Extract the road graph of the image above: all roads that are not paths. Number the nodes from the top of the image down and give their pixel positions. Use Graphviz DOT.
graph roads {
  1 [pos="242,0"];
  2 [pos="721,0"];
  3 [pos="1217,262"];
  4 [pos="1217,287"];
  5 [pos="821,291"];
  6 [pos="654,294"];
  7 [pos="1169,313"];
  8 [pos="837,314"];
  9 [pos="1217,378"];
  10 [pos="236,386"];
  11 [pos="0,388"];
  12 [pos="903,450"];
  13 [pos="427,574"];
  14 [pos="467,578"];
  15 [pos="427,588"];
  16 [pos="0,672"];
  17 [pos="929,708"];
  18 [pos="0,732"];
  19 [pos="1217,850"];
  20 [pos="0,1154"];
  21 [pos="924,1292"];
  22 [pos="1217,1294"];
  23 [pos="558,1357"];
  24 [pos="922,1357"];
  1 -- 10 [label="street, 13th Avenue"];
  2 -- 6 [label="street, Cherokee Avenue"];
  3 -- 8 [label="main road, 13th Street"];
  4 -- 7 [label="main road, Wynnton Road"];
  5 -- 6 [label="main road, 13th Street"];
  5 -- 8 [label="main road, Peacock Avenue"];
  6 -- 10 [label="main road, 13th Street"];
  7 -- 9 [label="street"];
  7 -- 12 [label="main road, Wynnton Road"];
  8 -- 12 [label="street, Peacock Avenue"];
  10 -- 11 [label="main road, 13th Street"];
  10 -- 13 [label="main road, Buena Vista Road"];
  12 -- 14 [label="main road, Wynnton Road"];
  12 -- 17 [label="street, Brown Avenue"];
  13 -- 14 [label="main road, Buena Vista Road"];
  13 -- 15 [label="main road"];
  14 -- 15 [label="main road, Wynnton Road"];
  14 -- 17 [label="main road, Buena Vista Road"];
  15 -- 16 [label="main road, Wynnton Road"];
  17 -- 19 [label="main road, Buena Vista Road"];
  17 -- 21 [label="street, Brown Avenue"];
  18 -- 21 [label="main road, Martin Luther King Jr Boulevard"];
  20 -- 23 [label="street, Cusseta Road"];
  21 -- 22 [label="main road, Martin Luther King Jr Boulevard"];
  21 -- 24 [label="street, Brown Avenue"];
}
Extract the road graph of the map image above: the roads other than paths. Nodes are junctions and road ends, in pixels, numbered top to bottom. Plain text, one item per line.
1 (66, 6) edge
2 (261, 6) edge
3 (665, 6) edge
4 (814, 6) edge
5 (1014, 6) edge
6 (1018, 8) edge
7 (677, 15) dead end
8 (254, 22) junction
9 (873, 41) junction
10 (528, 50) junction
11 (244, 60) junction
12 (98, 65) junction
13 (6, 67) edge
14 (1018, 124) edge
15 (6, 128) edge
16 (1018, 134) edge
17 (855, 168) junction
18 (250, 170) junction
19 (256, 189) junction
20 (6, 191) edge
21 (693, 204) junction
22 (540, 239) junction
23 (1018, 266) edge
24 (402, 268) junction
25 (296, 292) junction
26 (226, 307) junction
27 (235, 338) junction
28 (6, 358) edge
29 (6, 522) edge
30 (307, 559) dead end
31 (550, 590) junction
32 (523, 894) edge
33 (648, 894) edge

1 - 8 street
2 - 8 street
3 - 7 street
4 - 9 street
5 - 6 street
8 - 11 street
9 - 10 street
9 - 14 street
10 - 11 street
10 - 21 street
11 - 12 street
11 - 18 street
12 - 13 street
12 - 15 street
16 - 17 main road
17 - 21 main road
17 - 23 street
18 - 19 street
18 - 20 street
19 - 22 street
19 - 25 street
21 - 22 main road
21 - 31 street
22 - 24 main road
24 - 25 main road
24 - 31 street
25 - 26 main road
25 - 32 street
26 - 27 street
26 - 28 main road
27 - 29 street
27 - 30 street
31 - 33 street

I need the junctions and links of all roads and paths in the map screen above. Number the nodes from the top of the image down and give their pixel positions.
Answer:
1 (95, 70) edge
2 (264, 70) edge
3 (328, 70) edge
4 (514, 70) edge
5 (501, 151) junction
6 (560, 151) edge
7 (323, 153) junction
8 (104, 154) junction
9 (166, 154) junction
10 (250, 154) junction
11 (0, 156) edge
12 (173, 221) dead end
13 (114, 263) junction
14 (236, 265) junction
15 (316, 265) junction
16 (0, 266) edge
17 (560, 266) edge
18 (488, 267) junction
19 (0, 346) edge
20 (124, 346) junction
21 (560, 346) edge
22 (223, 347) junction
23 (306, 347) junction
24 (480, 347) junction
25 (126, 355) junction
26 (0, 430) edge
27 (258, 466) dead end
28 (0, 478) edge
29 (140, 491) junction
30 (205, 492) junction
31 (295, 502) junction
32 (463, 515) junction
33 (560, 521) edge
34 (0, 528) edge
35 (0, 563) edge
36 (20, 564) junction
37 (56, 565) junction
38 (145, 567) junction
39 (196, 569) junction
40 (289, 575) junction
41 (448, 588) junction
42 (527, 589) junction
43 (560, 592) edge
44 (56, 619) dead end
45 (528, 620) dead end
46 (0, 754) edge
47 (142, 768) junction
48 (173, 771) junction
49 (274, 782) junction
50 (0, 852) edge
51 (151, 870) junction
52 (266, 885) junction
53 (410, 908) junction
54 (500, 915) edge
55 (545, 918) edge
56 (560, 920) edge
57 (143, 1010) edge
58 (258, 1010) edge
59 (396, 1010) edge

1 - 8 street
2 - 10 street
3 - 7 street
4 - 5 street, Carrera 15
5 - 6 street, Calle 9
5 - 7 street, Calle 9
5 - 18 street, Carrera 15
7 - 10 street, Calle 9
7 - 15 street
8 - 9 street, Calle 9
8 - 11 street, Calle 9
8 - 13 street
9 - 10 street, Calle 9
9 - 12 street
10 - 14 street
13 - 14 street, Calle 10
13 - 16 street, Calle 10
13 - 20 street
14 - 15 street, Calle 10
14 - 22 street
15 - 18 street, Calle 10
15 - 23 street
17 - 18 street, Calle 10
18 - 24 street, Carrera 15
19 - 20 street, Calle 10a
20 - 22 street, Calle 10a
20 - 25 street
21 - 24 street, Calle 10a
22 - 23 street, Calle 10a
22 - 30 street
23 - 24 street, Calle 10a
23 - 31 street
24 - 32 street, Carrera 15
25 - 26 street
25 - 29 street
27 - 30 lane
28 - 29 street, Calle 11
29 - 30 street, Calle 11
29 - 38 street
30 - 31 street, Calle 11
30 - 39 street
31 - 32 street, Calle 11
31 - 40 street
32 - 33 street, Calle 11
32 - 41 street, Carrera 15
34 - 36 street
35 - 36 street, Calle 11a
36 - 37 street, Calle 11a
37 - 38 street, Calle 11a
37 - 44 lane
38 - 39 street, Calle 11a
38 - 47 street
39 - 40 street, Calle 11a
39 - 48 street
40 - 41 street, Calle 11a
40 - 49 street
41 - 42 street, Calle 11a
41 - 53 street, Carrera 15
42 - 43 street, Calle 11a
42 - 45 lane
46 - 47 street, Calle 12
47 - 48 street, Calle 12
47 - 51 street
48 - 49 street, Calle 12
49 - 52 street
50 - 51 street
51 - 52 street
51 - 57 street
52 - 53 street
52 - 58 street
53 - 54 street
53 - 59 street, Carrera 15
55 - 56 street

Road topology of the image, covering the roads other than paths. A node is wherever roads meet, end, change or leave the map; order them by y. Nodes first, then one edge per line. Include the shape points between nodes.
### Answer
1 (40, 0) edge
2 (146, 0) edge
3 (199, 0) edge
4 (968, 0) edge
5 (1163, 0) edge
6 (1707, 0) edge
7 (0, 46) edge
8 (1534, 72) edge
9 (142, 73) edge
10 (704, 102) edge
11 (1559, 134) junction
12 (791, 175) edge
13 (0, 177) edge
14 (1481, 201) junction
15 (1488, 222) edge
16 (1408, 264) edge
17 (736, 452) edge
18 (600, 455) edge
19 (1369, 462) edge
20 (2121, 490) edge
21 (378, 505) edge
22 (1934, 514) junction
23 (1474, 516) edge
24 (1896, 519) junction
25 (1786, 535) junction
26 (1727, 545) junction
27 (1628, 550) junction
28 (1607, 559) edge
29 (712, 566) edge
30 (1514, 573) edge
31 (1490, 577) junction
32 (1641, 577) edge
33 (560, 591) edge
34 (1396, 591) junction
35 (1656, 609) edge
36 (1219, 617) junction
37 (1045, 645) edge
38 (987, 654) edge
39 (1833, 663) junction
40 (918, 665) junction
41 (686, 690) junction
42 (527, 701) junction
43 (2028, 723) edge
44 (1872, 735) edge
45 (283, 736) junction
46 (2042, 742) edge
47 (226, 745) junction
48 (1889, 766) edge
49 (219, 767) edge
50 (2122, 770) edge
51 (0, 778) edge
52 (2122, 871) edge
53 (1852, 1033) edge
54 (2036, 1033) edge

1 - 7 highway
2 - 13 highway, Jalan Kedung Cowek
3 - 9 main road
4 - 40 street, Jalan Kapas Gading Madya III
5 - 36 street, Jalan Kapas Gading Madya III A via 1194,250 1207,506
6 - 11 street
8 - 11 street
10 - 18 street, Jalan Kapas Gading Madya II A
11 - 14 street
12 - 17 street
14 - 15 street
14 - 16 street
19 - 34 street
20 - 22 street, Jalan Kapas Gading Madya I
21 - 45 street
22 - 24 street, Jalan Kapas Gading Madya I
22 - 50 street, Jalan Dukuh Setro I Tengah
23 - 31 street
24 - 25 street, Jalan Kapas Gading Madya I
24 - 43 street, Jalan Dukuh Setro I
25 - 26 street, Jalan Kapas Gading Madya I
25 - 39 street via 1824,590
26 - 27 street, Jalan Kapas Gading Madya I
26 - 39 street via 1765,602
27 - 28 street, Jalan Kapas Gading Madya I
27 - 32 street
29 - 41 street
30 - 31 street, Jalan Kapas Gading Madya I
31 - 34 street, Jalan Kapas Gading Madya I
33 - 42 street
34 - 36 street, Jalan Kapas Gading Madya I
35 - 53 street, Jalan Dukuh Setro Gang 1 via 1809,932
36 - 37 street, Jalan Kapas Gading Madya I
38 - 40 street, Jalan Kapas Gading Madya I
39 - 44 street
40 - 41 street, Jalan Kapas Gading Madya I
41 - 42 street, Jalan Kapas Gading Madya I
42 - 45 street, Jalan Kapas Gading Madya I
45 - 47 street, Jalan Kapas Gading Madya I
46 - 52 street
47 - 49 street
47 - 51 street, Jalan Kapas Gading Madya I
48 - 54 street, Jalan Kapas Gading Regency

- **Exercise prompt**
In the material above, transcribe exactly the lines beginning at the one with "Extract the road graph of the map" and ending at the one with "I need the junctions", both included.

- **Solved exercise**
Extract the road graph of the map image above: the roads other than paths. Nodes are junctions and road ends, in pixels, numbered top to bottom. Plain text, one item per line.
1 (66, 6) edge
2 (261, 6) edge
3 (665, 6) edge
4 (814, 6) edge
5 (1014, 6) edge
6 (1018, 8) edge
7 (677, 15) dead end
8 (254, 22) junction
9 (873, 41) junction
10 (528, 50) junction
11 (244, 60) junction
12 (98, 65) junction
13 (6, 67) edge
14 (1018, 124) edge
15 (6, 128) edge
16 (1018, 134) edge
17 (855, 168) junction
18 (250, 170) junction
19 (256, 189) junction
20 (6, 191) edge
21 (693, 204) junction
22 (540, 239) junction
23 (1018, 266) edge
24 (402, 268) junction
25 (296, 292) junction
26 (226, 307) junction
27 (235, 338) junction
28 (6, 358) edge
29 (6, 522) edge
30 (307, 559) dead end
31 (550, 590) junction
32 (523, 894) edge
33 (648, 894) edge

1 - 8 street
2 - 8 street
3 - 7 street
4 - 9 street
5 - 6 street
8 - 11 street
9 - 10 street
9 - 14 street
10 - 11 street
10 - 21 street
11 - 12 street
11 - 18 street
12 - 13 street
12 - 15 street
16 - 17 main road
17 - 21 main road
17 - 23 street
18 - 19 street
18 - 20 street
19 - 22 street
19 - 25 street
21 - 22 main road
21 - 31 street
22 - 24 main road
24 - 25 main road
24 - 31 street
25 - 26 main road
25 - 32 street
26 - 27 street
26 - 28 main road
27 - 29 street
27 - 30 street
31 - 33 street

I need the junctions and links of all roads and paths in the map screen above. Number the nodes from the top of the image down and give their pixel positions.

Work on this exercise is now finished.